The Hollow Woods illustrator (and one-time rockstar) Rohan Daniel Eason reveals the secrets behind the making of a myriorama…
How did the project first come about?
I was contacted by Laurence King Publishing, they told me they had a new idea for a storytelling game, that would perfectly suit my style of illustration. After a meeting, I realised quite early on that the project was a great opportunity to work on something that didn’t have a pre-disposed story outlined for me to illustrate, rather i could create and imagine stories which took their own path. This was very exciting, and i jumped at the chance.
Did you know anything about myrioramas before you started on Hollow Woods? How did you go about researching them?
I had seen an old Victorian Myriorama in one of those strange town museums you get in England, everything was dusty and misplaced, but the Myriorama really stood out. A beautifully drawn flowing landscape, which could be rearranged indefinitely.
I took to researching, but found little available, so simple took the basic premise and worked out the formula, and jumped in.
How did you start, with a blank screen or a blank piece of paper?
Everything begins with sketches, I did quite a few drawings, to try and work out where the best places to put the matching points from card to card would be. Because I wanted details up front and in the distance, i chose to use a foreground point, a mid ground, and background, as the lines that would flow from one to the next. I’m lucky that nature is so random, it meant I could use branches or bushes to make transitions easier.
What’s the biggest challenge when creating a myriorama?

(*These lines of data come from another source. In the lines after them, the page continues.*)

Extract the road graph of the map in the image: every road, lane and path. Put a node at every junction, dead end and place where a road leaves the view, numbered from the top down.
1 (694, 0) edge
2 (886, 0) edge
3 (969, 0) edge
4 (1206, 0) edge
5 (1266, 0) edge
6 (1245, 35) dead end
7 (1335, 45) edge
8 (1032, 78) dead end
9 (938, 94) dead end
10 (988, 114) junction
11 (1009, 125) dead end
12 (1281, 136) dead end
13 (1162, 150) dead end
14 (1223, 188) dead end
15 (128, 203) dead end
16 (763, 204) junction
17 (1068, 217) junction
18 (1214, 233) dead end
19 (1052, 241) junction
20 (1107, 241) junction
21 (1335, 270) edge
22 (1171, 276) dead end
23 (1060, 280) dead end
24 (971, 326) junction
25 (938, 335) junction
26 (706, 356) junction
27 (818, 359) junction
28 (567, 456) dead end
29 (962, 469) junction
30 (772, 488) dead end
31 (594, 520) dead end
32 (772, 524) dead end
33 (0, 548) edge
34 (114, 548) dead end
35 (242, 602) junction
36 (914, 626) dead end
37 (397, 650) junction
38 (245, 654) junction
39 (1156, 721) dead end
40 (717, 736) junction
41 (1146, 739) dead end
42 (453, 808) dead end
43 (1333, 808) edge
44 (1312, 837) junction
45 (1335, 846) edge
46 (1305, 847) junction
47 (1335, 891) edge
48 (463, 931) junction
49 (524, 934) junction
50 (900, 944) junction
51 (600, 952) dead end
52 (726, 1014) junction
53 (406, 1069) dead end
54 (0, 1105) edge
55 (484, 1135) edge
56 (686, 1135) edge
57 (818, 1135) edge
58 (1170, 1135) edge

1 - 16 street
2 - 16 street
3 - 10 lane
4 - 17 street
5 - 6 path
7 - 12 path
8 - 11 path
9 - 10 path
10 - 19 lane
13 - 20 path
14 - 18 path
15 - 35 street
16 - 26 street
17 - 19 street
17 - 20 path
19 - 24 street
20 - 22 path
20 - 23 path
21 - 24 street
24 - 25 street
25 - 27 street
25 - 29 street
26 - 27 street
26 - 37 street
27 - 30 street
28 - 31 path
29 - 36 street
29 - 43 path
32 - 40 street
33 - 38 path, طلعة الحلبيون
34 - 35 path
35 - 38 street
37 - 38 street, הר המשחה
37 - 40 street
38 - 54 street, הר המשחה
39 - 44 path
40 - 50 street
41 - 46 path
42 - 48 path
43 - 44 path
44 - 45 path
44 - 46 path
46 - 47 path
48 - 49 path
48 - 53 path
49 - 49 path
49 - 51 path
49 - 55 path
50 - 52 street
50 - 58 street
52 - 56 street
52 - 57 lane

Once you work out your fixed flow points, the main difficulty is in creating an image that survives alone, and is suggestive of a continuing theme or story. Usually my illustrations relate directly to text, there is a limited amount that I can put in an image, a beginning and an end. But with a storytelling Myriorama each image is a fixed point in an ever-evolving story, and every move before and after can change. In that way I guess I had to draw a definite ambiguity, which was a new challenge for me.
Is there any room for spontaneity or does everything need to be carefully planned out?
I worked to a list of details that could be useful in creating a narrative, sometimes places, objects or characters, sometimes more than one per card. There are definitely elements that we all know and love, but then there are things that simple appear strange and intriguing, to further spark the imagination. This means that the storytelling is pushed to make altogether new imaginings, even if they think they know the story, suddenly they are faced with a twist in the tale, that has never been told before. That’s what makes this really fun. For example, a werewolf would never be expected to wake a sleeping beauty before being crushed by a giants foot, this game has such a great scope for imaginative storytelling. It reminds me of the David Bowie Lyrics method, he would write different words on small pieces of paper, and pick them at random, and then form lyrics from them. Its a way of unlocking the mind to new possibilities outside of the constraints of the known and expected.
When did your love affair with black and white begin? Is it limited to your illustrations, or does it extend to your life outside of work?
My Aunty used to have some Aubrey Beardsley works in her downstairs lavatory, and I was enthralled. I did a thesis on him, and without really thinking about, began working in black and white. I find the restrictions of the medium force me to work harder to create, there’s no free ticket to get out of a difficult situation, I have to invent new methods of description with just a black pen. It’s also important that my work is understood to be hand drawn, with no trickery, just the craft.
Creatures (and creepy crawlies) seem to feature heavily in your work – have you got any pets?
I have two wonderful Maine Coon cats, brothers, Dollar and Dallas, whose antics are being noted, and may lead to a series of children’s books in the near future. They are a pair of beautiful rescue cats, that have cost the earth in vets bills, but are very much loved.
Myrioramas are based on the art of storytelling, which books left a big impression on you as a child?
I’m a huge fan of Jules Verne, Charles Dickens, and Robert Louis Stevenson, but as a child, like most Roald Dahl was my world, I would imagine that I lived in his books, because everything was so much more fantastic there.
Music is obviously a big part of your life, what do you like to listen to while you’re working?
This may come as a surprise, as although I did play guitar in a mildly successful rock band for 15 years, I cannot listen to music while work. I think I find it too engaging, emotionally, and when I draw, I need to feel the characters I’m drawing, or the environment I’m creating. Instead, I listen to audiobooks, and more embarrassingly my list of titles is really quite small. I repeat the same books over and over during any particular project. I think I get used to the sound of the voices, and this comfort allows me to work long hours alone in my studio, without feeling the need for company. Sad I know, but whatever works!
If you could be an illustrator in residence anywhere in the world, where would you choose to be based?
I think South America has appealed to me for a long time now, its vibrancy and life, nature, landscapes and chaotic cities, it’s a million miles away from the polished streets of London, and I’d love to drink it all in and see what came out of my pen.
What’s next for you?
I’ve just finished work on the new Dr Who Hardback, which I’m very pleased with, currently working on a children’s book for the US market, which deals with childhood depression, which is proving to be one of the hardest projects of my life.
I’m also currently working on a gallery show of large scale works which have no basis in text what so ever, so I guess they would instead be called art, which is very exciting.